Assigned task => For this exercise, reproduce the entries below exactly, but only from the line containing "w h 8 [w 0 0" through the line containing "0 1034 translate 1 -1 scale", both included.

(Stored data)

—————

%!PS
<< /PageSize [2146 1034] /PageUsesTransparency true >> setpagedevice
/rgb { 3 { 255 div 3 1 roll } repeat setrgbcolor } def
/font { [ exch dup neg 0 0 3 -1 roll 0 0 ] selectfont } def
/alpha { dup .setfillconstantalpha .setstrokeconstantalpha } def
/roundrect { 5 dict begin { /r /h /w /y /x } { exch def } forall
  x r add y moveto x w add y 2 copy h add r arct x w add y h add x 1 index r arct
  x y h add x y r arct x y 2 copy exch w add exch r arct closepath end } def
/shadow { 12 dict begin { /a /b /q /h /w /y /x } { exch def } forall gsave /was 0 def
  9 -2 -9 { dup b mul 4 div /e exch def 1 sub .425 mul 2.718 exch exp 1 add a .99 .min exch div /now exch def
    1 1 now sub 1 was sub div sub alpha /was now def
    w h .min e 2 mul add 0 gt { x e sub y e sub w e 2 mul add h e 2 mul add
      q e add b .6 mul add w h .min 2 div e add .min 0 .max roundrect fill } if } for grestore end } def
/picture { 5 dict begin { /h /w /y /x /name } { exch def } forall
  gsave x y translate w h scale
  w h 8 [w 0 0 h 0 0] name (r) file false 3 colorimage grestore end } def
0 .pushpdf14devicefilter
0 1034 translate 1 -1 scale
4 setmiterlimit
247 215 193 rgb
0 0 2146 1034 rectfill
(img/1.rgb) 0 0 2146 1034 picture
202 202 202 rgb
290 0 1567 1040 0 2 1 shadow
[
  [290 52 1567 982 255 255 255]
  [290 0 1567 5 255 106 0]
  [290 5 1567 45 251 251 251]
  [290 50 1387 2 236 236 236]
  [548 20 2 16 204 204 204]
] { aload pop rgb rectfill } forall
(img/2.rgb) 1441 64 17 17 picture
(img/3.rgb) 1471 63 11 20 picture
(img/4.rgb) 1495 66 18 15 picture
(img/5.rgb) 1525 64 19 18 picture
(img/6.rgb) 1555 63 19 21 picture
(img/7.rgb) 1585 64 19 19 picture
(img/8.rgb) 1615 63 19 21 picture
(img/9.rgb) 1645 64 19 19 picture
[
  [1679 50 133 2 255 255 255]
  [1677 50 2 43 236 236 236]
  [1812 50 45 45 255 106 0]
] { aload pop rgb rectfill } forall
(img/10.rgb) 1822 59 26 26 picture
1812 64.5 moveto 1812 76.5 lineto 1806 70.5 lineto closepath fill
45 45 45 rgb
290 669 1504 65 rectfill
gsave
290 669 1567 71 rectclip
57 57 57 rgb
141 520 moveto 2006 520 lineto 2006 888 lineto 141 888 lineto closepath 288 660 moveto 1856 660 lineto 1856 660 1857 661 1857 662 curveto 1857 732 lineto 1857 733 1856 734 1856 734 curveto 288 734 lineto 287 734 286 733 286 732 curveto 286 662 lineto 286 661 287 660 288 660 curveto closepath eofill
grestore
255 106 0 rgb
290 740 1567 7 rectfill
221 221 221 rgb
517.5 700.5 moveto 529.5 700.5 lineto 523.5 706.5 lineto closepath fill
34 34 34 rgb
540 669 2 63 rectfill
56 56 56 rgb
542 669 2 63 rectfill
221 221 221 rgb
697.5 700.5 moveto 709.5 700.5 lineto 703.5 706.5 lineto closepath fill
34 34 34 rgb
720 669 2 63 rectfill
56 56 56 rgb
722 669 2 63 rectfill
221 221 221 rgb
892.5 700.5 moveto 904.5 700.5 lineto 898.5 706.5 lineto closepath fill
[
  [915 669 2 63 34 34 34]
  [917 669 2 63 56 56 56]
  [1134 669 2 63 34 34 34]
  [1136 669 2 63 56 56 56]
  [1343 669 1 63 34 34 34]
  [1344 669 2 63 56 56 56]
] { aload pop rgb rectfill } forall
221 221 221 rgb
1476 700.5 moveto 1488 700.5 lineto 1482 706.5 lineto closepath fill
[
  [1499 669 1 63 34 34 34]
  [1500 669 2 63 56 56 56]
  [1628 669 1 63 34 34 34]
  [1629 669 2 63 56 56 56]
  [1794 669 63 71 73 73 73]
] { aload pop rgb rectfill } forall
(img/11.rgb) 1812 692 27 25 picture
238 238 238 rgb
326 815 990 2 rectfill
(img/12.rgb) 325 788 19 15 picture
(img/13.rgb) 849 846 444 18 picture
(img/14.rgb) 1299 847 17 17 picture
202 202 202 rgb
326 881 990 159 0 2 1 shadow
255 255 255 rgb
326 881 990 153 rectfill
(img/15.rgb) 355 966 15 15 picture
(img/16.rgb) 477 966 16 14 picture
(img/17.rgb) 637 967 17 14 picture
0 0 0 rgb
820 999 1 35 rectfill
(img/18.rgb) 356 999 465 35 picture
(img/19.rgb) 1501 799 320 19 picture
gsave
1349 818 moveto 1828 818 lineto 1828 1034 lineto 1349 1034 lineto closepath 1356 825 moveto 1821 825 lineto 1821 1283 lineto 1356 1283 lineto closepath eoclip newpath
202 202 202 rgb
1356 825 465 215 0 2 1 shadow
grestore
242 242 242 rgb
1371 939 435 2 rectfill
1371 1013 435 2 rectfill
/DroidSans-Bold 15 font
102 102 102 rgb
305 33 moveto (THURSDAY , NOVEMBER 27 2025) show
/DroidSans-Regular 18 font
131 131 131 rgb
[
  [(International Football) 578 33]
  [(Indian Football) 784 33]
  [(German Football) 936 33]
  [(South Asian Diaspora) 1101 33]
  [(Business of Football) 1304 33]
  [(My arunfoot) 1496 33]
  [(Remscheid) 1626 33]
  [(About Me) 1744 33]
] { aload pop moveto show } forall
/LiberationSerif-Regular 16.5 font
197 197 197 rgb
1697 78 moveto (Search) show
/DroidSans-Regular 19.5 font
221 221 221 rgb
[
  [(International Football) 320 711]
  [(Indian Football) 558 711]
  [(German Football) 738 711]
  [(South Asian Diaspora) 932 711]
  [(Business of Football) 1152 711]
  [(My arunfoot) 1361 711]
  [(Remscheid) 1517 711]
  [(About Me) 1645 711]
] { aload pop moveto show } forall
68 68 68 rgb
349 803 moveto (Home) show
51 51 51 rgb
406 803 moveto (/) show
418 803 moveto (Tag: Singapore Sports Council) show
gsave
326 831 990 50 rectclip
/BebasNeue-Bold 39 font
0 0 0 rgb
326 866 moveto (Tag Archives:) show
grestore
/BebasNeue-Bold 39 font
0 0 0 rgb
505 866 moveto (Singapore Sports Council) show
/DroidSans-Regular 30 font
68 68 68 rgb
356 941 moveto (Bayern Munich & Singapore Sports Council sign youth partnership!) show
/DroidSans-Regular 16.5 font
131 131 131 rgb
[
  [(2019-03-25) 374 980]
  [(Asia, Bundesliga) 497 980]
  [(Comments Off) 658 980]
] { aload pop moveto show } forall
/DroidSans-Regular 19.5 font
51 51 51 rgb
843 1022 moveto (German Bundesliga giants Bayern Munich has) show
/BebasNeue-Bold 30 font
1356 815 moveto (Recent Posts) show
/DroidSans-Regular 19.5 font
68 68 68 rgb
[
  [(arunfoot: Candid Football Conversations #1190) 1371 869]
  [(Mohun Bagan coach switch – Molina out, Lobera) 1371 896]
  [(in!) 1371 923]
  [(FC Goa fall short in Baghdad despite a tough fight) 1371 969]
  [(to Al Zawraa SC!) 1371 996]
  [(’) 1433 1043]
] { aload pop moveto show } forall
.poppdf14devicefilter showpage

—————

Output below =>
  w h 8 [w 0 0 h 0 0] name (r) file false 3 colorimage grestore end } def
0 .pushpdf14devicefilter
0 1034 translate 1 -1 scale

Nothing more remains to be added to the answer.